Pharmaconutrition
The increasing recognition of food additives as pharmacologically active agents, rather than nutritional supplements, has been reflected by the changing terminology for this field from immunonutrition to pharmaconutrition. Although pharmaconutrients such as glutamine and selenium have been widely investigated across the critical care spectrum, fatty acids have been specifically used to reduce the production of proinflammatory arachidonic acid metabolites during ALI. In particular, flax oil- or fish oil-derived omega-3 polyunsaturated fatty acids eicosapentaenoic acid (EPA) and docosahexaenoic acid (DHA), plus the vegetable oil-derived omega-6 fatty acid gamma-linolenic acid (GLA), have been investigated in several clinical studies of ALI.
Early small clinical studies were promising. A double-blind, randomized, controlled trial in 146 enterally fed patients with acute respiratory distress syndrome (ARDS) compared diet containing EPA, DHA, and GLA with an isonitrogenous, isocaloric standard diet at a minimum caloric delivery of 75% of basal energy expenditure, multiplied by 1.3, for at least 4 to 7 days. The intervention was associated with numerous positive effects, including reduced pulmonary neutrophil recruitment, improved oxygenation, reduced durations of ventilation and intensive care unit (ICU) stay, and reduced organ failure. Additionally, this diet was not associated with any major complications. Using similar methodology, the same group performed a follow-up double blind, randomized, controlled trial in 43 ARDS patients, seeking to determine the mechanisms by which this formula induced these changes. Using bronchoalveolar lavage (BAL), they found decreased levels of pulmonary neutrophils and inflammatory markers, with associated reduced alveolar protein levels, and interpreted this as reduced alveolar barrier permeability in the setting of less severe pulmonary inflammation. A third double-blind, randomized, controlled study, using similar formulae and dosing as before, evaluated the effects of this intervention in 165 mechanically ventilated septic patients. Again, several outcome measures were improved, including oxygenation, duration of both ventilation and ICU stay, plus less new organ dysfunction. Also, mortality was significantly reduced (33% vs 52%; absolute risk reduction 19.4%, 95% CI, 0.3 to 36.7). A further randomized, controlled, unblinded study in 100 patients with ALI reported significant improvements in oxygenation, respiratory compliance, and duration of ventilation, but no effect on survival. A systematic review of 24 studies in mixed groups of critically ill burns and trauma patients identified a benefit in the subgroup of studies utilizing fish oils in critically ill patients with sepsis or ARDS, with decreases in mortality (odds ratio 0.42, 95% CI, 0.26 to 0.68; p < 0.001), secondary infections, and length of hospital stay.

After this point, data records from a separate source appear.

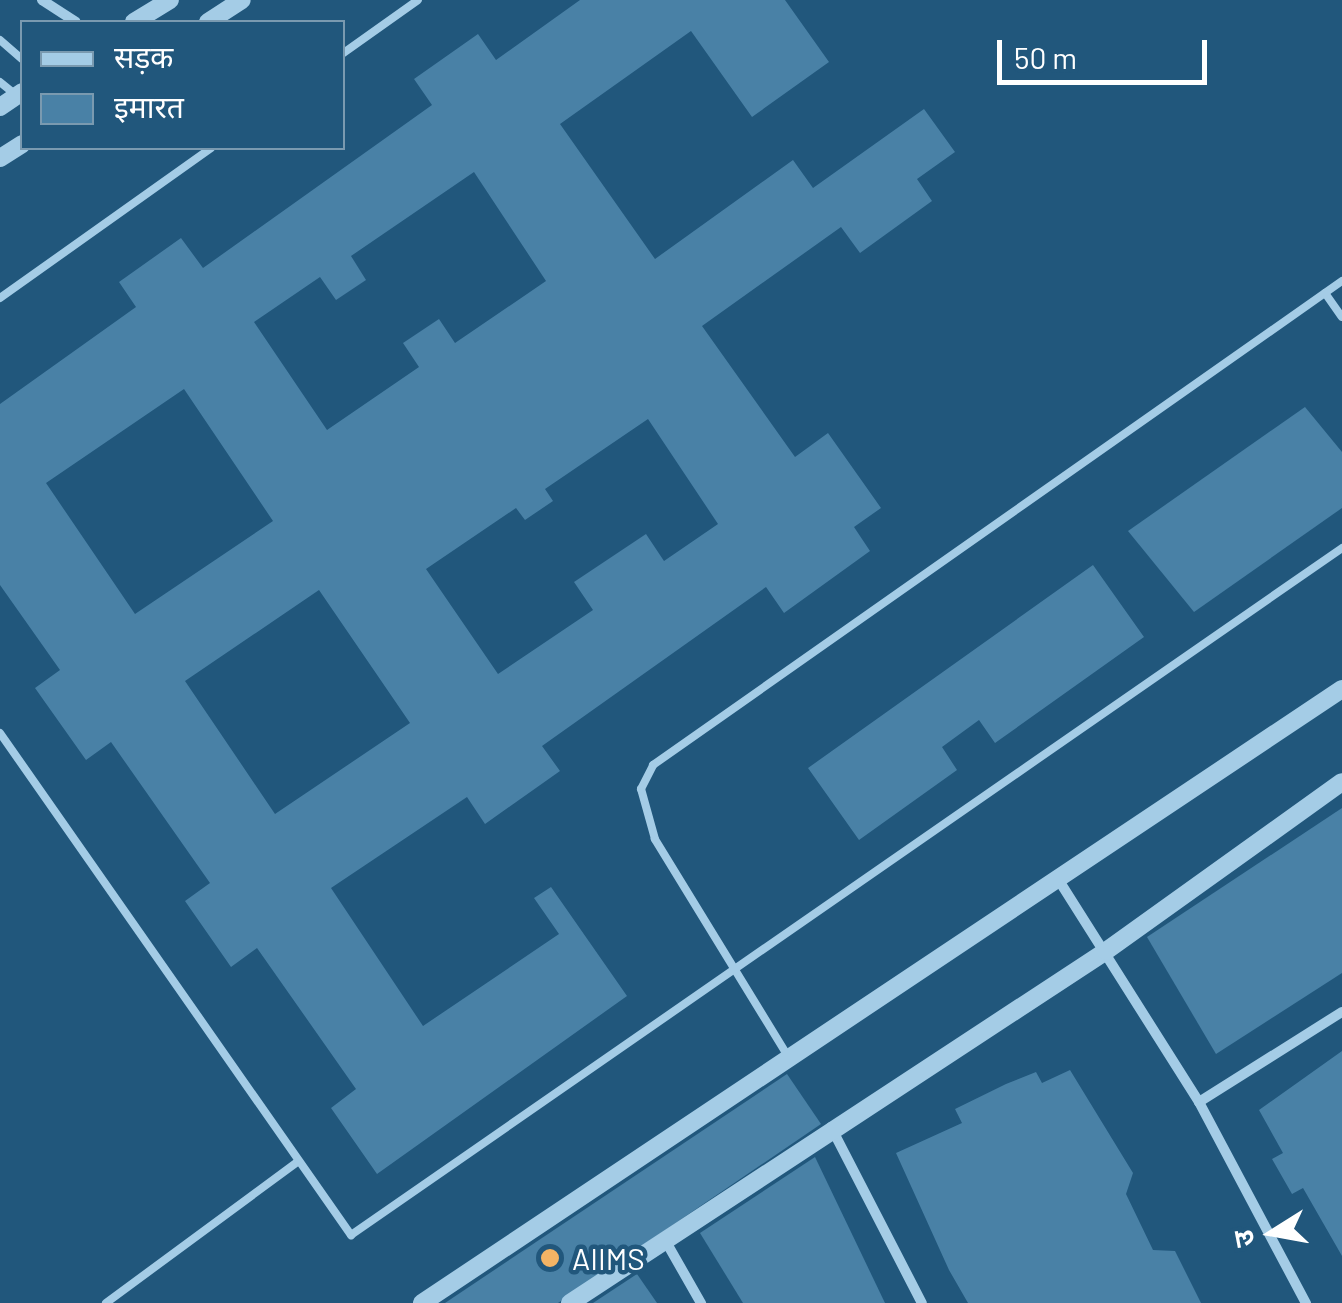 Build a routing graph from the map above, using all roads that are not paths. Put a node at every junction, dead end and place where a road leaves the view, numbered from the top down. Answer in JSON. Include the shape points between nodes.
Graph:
{"nodes":[{"id":1,"x":42,"y":0,"type":"edge"},
{"id":2,"x":170,"y":0,"type":"edge"},
{"id":3,"x":242,"y":0,"type":"edge"},
{"id":4,"x":418,"y":0,"type":"edge"},
{"id":5,"x":73,"y":20,"type":"edge"},
{"id":6,"x":137,"y":20,"type":"edge"},
{"id":7,"x":211,"y":20,"type":"edge"},
{"id":8,"x":0,"y":40,"type":"edge"},
{"id":9,"x":345,"y":52,"type":"edge"},
{"id":10,"x":20,"y":57,"type":"edge"},
{"id":11,"x":0,"y":82,"type":"edge"},
{"id":12,"x":20,"y":94,"type":"edge"},
{"id":13,"x":0,"y":107,"type":"edge"},
{"id":14,"x":208,"y":150,"type":"edge"},
{"id":15,"x":1342,"y":282,"type":"edge"},
{"id":16,"x":1325,"y":293,"type":"junction"},
{"id":17,"x":0,"y":298,"type":"edge"},
{"id":18,"x":1342,"y":317,"type":"edge"},
{"id":19,"x":1342,"y":548,"type":"edge"},
{"id":20,"x":1342,"y":688,"type":"edge"},
{"id":21,"x":0,"y":732,"type":"edge"},
{"id":22,"x":1342,"y":782,"type":"edge"},
{"id":23,"x":1058,"y":879,"type":"junction"},
{"id":24,"x":1106,"y":951,"type":"junction"},
{"id":25,"x":740,"y":972,"type":"junction"},
{"id":26,"x":1342,"y":1012,"type":"edge"},
{"id":27,"x":789,"y":1058,"type":"junction"},
{"id":28,"x":1200,"y":1102,"type":"junction"},
{"id":29,"x":831,"y":1127,"type":"junction"},
{"id":30,"x":296,"y":1162,"type":"junction"},
{"id":31,"x":665,"y":1240,"type":"junction"},
{"id":32,"x":106,"y":1303,"type":"edge"},
{"id":33,"x":422,"y":1303,"type":"edge"},
{"id":34,"x":570,"y":1303,"type":"edge"},
{"id":35,"x":701,"y":1303,"type":"edge"},
{"id":36,"x":922,"y":1303,"type":"edge"},
{"id":37,"x":1306,"y":1303,"type":"edge"}],
"edges":[{"from":1,"to":5,"type":"street"},
{"from":2,"to":6,"type":"street"},
{"from":3,"to":7,"type":"street"},
{"from":4,"to":9,"type":"lane"},
{"from":8,"to":10,"type":"lane"},
{"from":11,"to":12,"type":"lane"},
{"from":12,"to":13,"type":"street"},
{"from":14,"to":17,"type":"lane"},
{"from":15,"to":16,"type":"lane"},
{"from":16,"to":18,"type":"lane"},
{"from":16,"to":25,"type":"lane","via":[[653,765],[641,789],[655,839]]},
{"from":19,"to":25,"type":"lane"},
{"from":20,"to":23,"type":"street"},
{"from":21,"to":30,"type":"lane"},
{"from":22,"to":24,"type":"street"},
{"from":23,"to":24,"type":"street"},
{"from":23,"to":27,"type":"street"},
{"from":24,"to":28,"type":"street"},
{"from":24,"to":29,"type":"street"},
{"from":25,"to":27,"type":"lane"},
{"from":25,"to":30,"type":"lane","via":[[371,1230],[351,1235]]},
{"from":26,"to":28,"type":"street"},
{"from":27,"to":33,"type":"street"},
{"from":28,"to":37,"type":"street"},
{"from":29,"to":31,"type":"street"},
{"from":29,"to":36,"type":"street"},
{"from":30,"to":32,"type":"lane"},
{"from":31,"to":34,"type":"street"},
{"from":31,"to":35,"type":"street"}]} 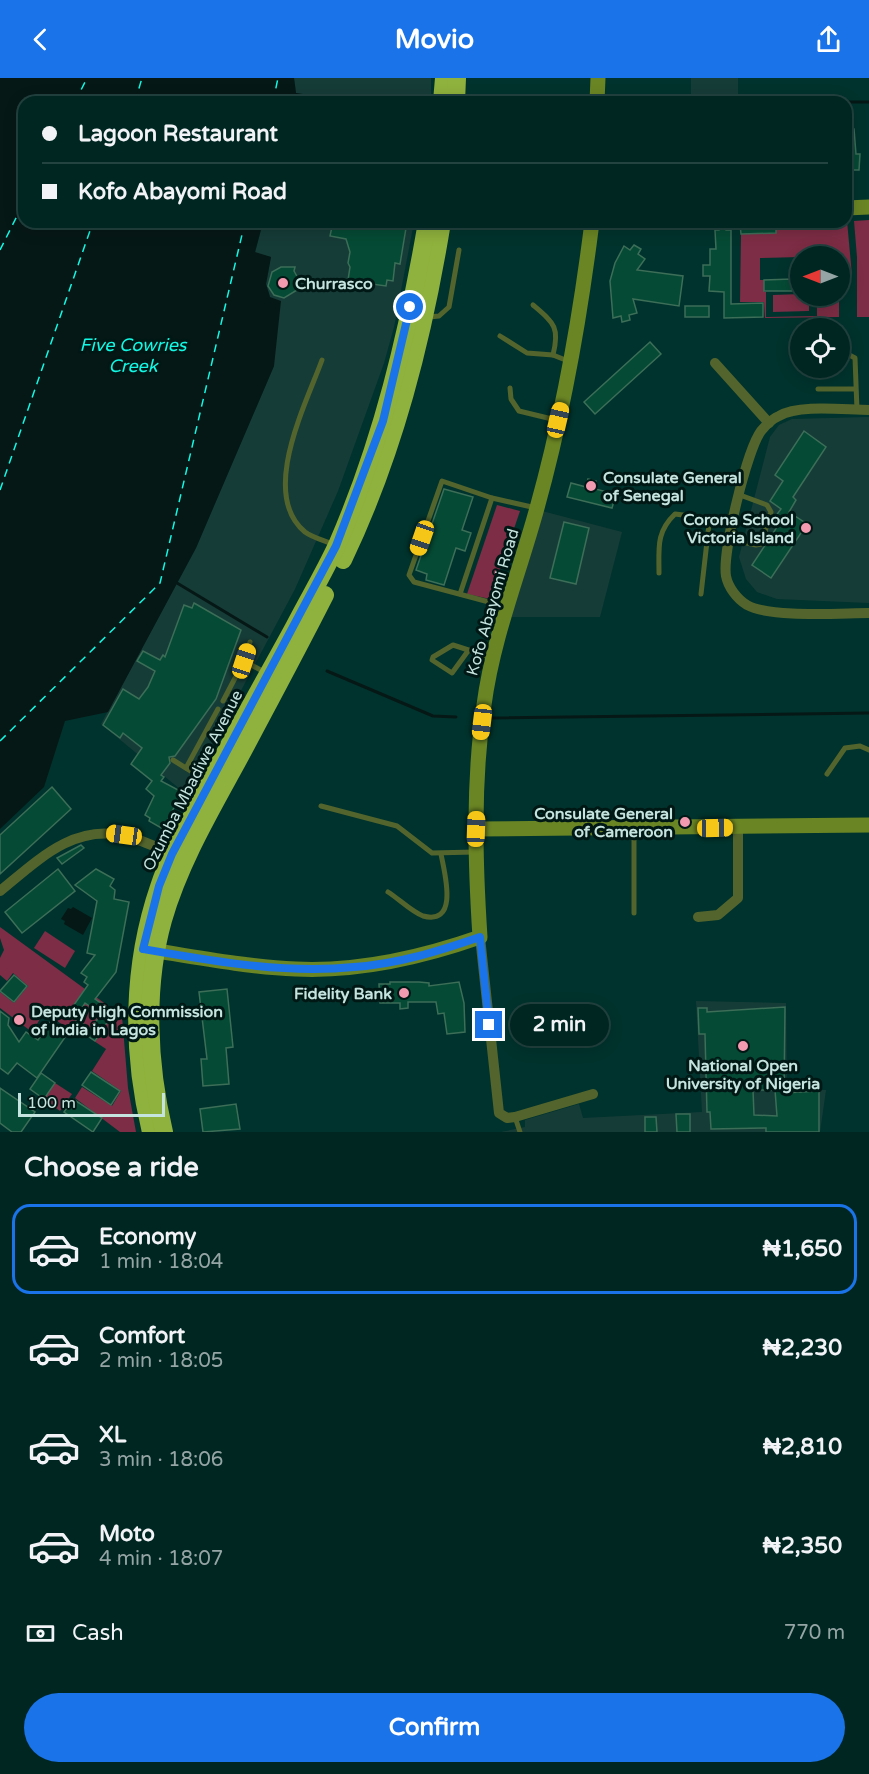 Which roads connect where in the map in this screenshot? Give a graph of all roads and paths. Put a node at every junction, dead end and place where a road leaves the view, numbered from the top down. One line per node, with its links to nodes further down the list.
1 (444, 78): 4 (highway)
2 (457, 78): 5 (highway)
3 (598, 78): 6 (street)
4 (442, 96)
5 (456, 96)
6 (597, 96)
7 (852, 207): 8 (street)
8 (869, 207)
9 (426, 228): 34 (highway, Ozumba Mbadiwe Avenue)
10 (441, 228): 14 (highway, Ozumba Mbadiwe Avenue)
11 (591, 228): 19 (street, Kofo Abayomi Road)
12 (459, 250): 14 (lane)
13 (533, 305): 16 (lane)
14 (424, 317): 59 (highway, Ozumba Mbadiwe Avenue)
15 (501, 336): 16 (lane)
16 (553, 355): 19 (lane)
17 (850, 355): 23 (lane)
18 (322, 360): 34 (lane)
19 (570, 361): 26 (street, Kofo Abayomi Road)
20 (715, 363): 27 (street)
21 (510, 388): 26 (lane)
22 (818, 389): 23 (lane)
23 (855, 389): 24 (lane)
24 (857, 410): 25 (street); 27 (street)
25 (869, 410)
26 (558, 420): 30 (street, Kofo Abayomi Road)
27 (769, 423): 28 (street)
28 (740, 495): 31 (street); 33 (lane)
29 (492, 498): 30 (lane); 36 (lane); 36 (lane)
30 (537, 509): 38 (street, Kofo Abayomi Road)
31 (735, 516): 32 (lane); 33 (street)
32 (716, 519): 35 (lane); 37 (lane)
33 (729, 539): 39 (street)
34 (336, 546): 44 (highway, Ozumba Mbadiwe Avenue)
35 (659, 573)
36 (460, 594): 38 (lane)
37 (701, 594)
38 (506, 607): 42 (street, Kofo Abayomi Road)
39 (869, 613)
40 (250, 642): 43 (lane)
41 (468, 651): 41 (lane); 42 (lane)
42 (493, 658): 55 (street, Kofo Abayomi Road)
43 (244, 661): 44 (lane); 45 (lane)
44 (268, 674): 51 (highway, Ozumba Mbadiwe Avenue)
45 (223, 701)
46 (218, 709): 49 (lane)
47 (869, 750): 50 (lane)
48 (172, 760): 49 (lane)
49 (186, 768): 51 (lane)
50 (827, 774)
51 (209, 782): 59 (highway, Ozumba Mbadiwe Avenue)
52 (321, 806): 58 (lane)
53 (869, 825): 54 (street)
54 (738, 828): 56 (street); 63 (street)
55 (476, 829): 56 (street); 57 (street, Kofo Abayomi Road)
56 (634, 829): 62 (lane)
57 (475, 852): 58 (lane); 64 (street, Kofo Abayomi Road)
58 (441, 854): 61 (lane)
59 (179, 857): 60 (street); 65 (highway, Ozumba Mbadiwe Avenue)
60 (0, 891)
61 (388, 892)
62 (634, 913)
63 (698, 917)
64 (480, 937): 65 (street); 67 (street, Kofo Abayomi Road)
65 (150, 950): 68 (highway, Ozumba Mbadiwe Avenue); 69 (highway, Ozumba Mbadiwe Avenue)
66 (593, 1094): 67 (street)
67 (515, 1117): 70 (lane)
68 (151, 1132)
69 (164, 1132)
70 (519, 1132) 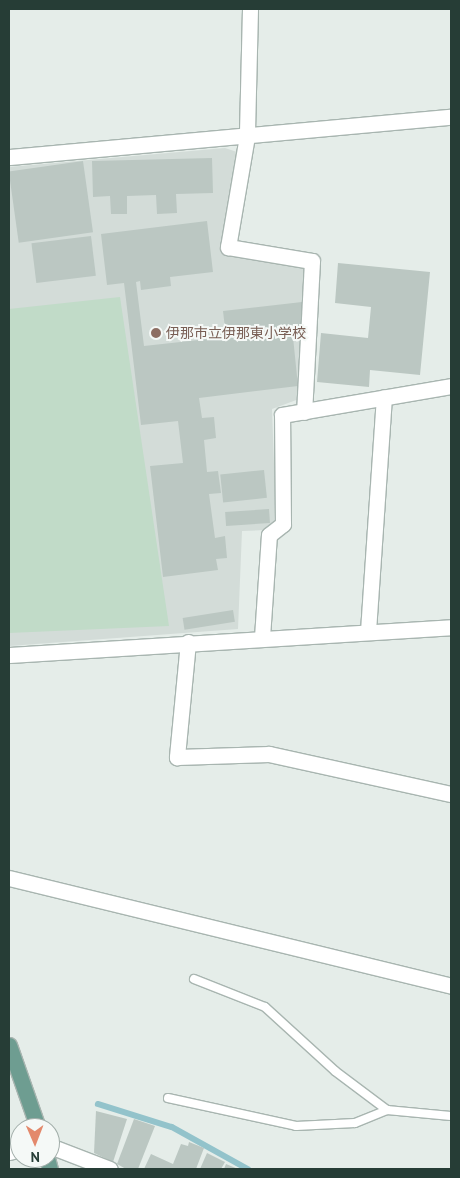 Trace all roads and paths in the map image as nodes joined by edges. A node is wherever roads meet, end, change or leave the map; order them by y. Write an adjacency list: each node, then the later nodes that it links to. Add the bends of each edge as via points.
1 (250, 9): 3 (street)
2 (451, 117): 3 (street)
3 (247, 136): 4 (street); 7 (street, via 228,247 312,261)
4 (9, 158)
5 (451, 386): 6 (street)
6 (384, 398): 7 (street); 9 (street)
7 (304, 412): 10 (street, via 282,415 282,524 269,535)
8 (451, 627): 9 (street)
9 (368, 631): 10 (street)
10 (262, 637): 11 (street)
11 (188, 642): 12 (street); 13 (street, via 177,757 269,754)
12 (9, 655)
13 (451, 794)
14 (9, 878): 16 (street)
15 (194, 979): 19 (lane, via 265,1007 335,1071)
16 (451, 986)
17 (9, 1045): 21 (main road)
18 (168, 1098): 19 (lane, via 296,1126 356,1123)
19 (387, 1110): 20 (lane)
20 (451, 1116)
21 (35, 1118)
22 (60, 1150): 23 (street)
23 (110, 1169)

To specifically test pharmaconutrients, the recent OMEGA study attempted to disconnect their effects from that of enteral feed, and to protect their delivery in those with feed intolerance. This was a phase 3 prospective, randomized, controlled trial investigating a combination of enterally delivered omega-3 (EPA and DHA) and -6 (GLA) fatty acids and antioxidants in ALI. The intervention was administered separately, twice daily, in enteral boluses. Despite an eightfold increase in plasma EPA levels, the administration of these fatty acids and antioxidants was associated with decreases in both ventilator-free days (14.0 vs 17.2; p = 0.02) and ICU-free days (14.0 vs 16.7; p = 0.04). Consistent with this, these additives were associated with fewer nonpulmonary organ failure-free days (12.3 vs 15.5; p = 0.02), and increased days with diarrhea (29% vs 21%; p = 0.001). Sixty-day hospital mortality was 26.6% in the intervention group and 16.3% in the control group (p = 0.054).
In a further attempt to isolate the effects of omega-3 fatty acids from commercial enteral feeds containing these additives, a prospective, double-blind, randomized, controlled phase 2 study in 90 patients with ALI was undertaken. Congruous with the OMEGA trial, despite increased serum EPA levels, no beneficial effects were observed for either the primary end point of BAL fluid IL-8 level, or secondary outcomes including inflammatory markers, both pulmonary and systemic, durations of organ failures, ventilation, ICU stay, hospital stay, and both in-hospital and 60-day mortality.
Several reasons may explain the failure of these recent studies, including (1) the choice of a different control feed than used previously; (2) a possible inability of bolus delivery of the intervention, in contrast to continuous administration, to reduce inflammation; and for the OMEGA study, (3) a lower mortality (21.7%) than previously reported in similar studies, making it more difficult to demonstrate efficacy; and (4) the factorial nature of the study, where subjects were also randomized to receive trophic or full feed for the first 5 days, potentially causing fatty acids to be consumed for calories in catabolic patients.